Intervention de Claire Cerdan

Réunion du vendredi 24 mars 2023 à 9h00
Commission d'enquête sur le coût de la vie dans les collectivités territoriales régies par les articles 73 et 74 de la constitution

Claire Cerdan :

Dans certains territoires d'outre-mer, on voit coexister différents modèles de développement agricole. Il y a un modèle spécialisé dans les filières animales ou végétales, qui fait du volume et est orienté vers la grande distribution. Un autre modèle, regroupant des producteurs, par exemple de fruits et légumes, qui vendent au marché de gros à des revendeurs, ceux que l'on appelle les « bazardiers » à La Réunion mais aussi des primeurs ; il est essentiel pour fournir à la population des produits à moindre coût. Un troisième modèle procède d'initiatives de consommateurs et de producteurs qui développent des circuits courts afin de s'affranchir des intermédiaires, de la grande distribution ou des coopératives.

Pour atteindre l'autosuffisance alimentaire, il s'agit moins de remplacer un modèle que d'organiser la coexistence des trois.

Afin de lutter contre les oligopoles, au-delà de dispositifs comme les observatoires des marges qui méritent d'être soutenus, il importe de faire émerger un contre-pouvoir et un dialogue entre les différents acteurs. Les projets alimentaires territoriaux, initiatives en marge du monde agricole promues par des communes ou des intercommunalités, au nombre de quatorze dans les territoires d'outre-mer, présentent l'intérêt d'accélérer les transferts vers le secteur agricole en le faisant évoluer. Ils visent à créer de la valeur et des emplois par l'incorporation de services locaux, notamment aux modalités de commercialisation, avec une attention particulière pour la précarité alimentaire et la fourniture d'aliments aux populations les plus vulnérables, et à la valorisation des produits existants par des ateliers de transformation. Le plan « France Relance » a permis à beaucoup de communes candidates à des PAT d'installer des outils de production réduisant les pertes ou valorisant les produits du territoire. Dans ce cadre, le projet alimentaire territorial permet une approche globale des sujets agricoles et alimentaires, en mobilisant des outils à la main des communes et des intercommunalités, telles que la restauration scolaire et la commande publique, et de stimuler l'intégration et la production locale. C'est une façon d'inciter les producteurs à produire et d'éloigner les consommateurs des produits ultra-transformés. De projet, le PAT se mue en politique cohérente d'éducation alimentaire, de valorisation des produits locaux, de nouvelles relations entre producteurs et consommateurs.

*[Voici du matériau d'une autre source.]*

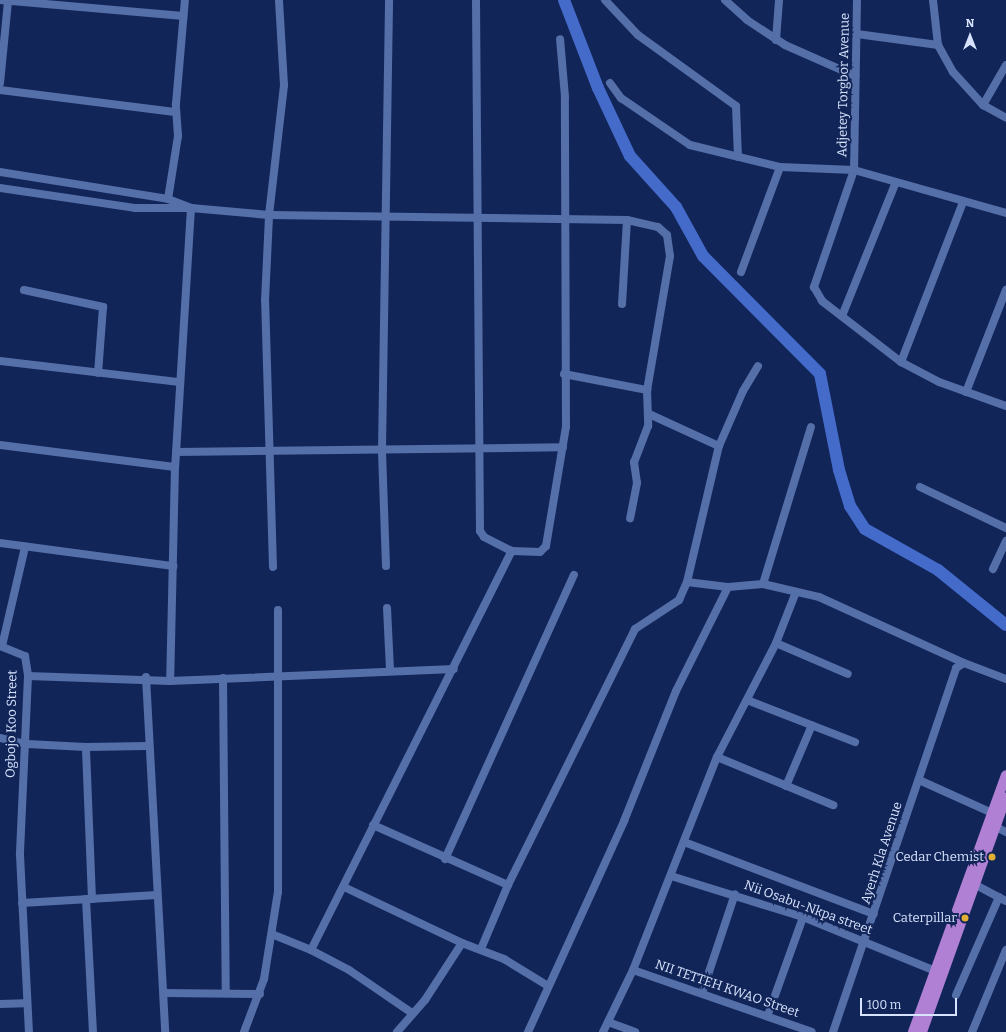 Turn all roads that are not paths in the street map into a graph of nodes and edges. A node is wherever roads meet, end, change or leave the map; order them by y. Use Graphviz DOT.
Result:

L'analyse du rôle des PAT à l'occasion du séminaire de l'Office de développement de l'économie agricole d'outre-mer (Odeadom) a montré qu'ils s'inscrivent dans une dynamique de renforcement de l'autosuffisance alimentaire. Nombre de communes et d'intercommunalités vont mettre en valeur leurs friches communales, les mettre à disposition, recruter de jeunes agriculteurs, investir dans des infrastructures écologiques. La mairie de La Possession finance la plantation de haies protectrices afin de favoriser une agriculture moins gourmande en intrants. D'autres vont valoriser la pluriactivité, soutenir la labellisation. Tous les projets alimentaires territoriaux accompagnent l'approvisionnement de la restauration collective : il s'agit de mettre plus de produits locaux dans les assiettes, des enfants notamment, mais aussi, par des initiatives de sensibilisation, de redonner le goût et de sensibiliser les populations à l'alimentation. Dans nombre de cas, on essaie de dialoguer non seulement avec les filières agricoles, avec des producteurs indépendants et les acteurs des marchés de gros mais aussi avec des primeurs ou des bazardiers. On crée des jardins collectifs partagés pour réactiver le jardin créole nourricier, dont l'identité est forte dans certains territoires, pour renforcer l'éducation alimentaire. On insiste aussi sur la réduction du gaspillage. Ces éléments permettent de renforcer l'autosuffisance alimentaire et l'intérêt des plus jeunes pour l'agriculture.

On pense souvent qu'il est difficile de pratiquer l'agroécologie en pays tropical ; il est vrai que cela suppose des connaissances et des expérimentations, ainsi qu'un système de production diversifié afin de réguler le système. Je ne suis pas agronome de formation, mais des collègues du Cirad y travaillent. Il existe beaucoup d'initiatives régionales. Il est intéressant de regarder ce qu'il se passe dans des pays aux conditions climatiques comparables. Au Brésil, l'agroécologie se développe dans des territoires soumis aux mêmes conditions tropicales difficiles. Cela suppose un accompagnement, une meilleure connaissance des bioagresseurs, l'installation de protections pour éviter les pertes, car si l'on supprime simplement les intrants sans modifier le système, le rendement baisse considérablement et il devient difficile de produire.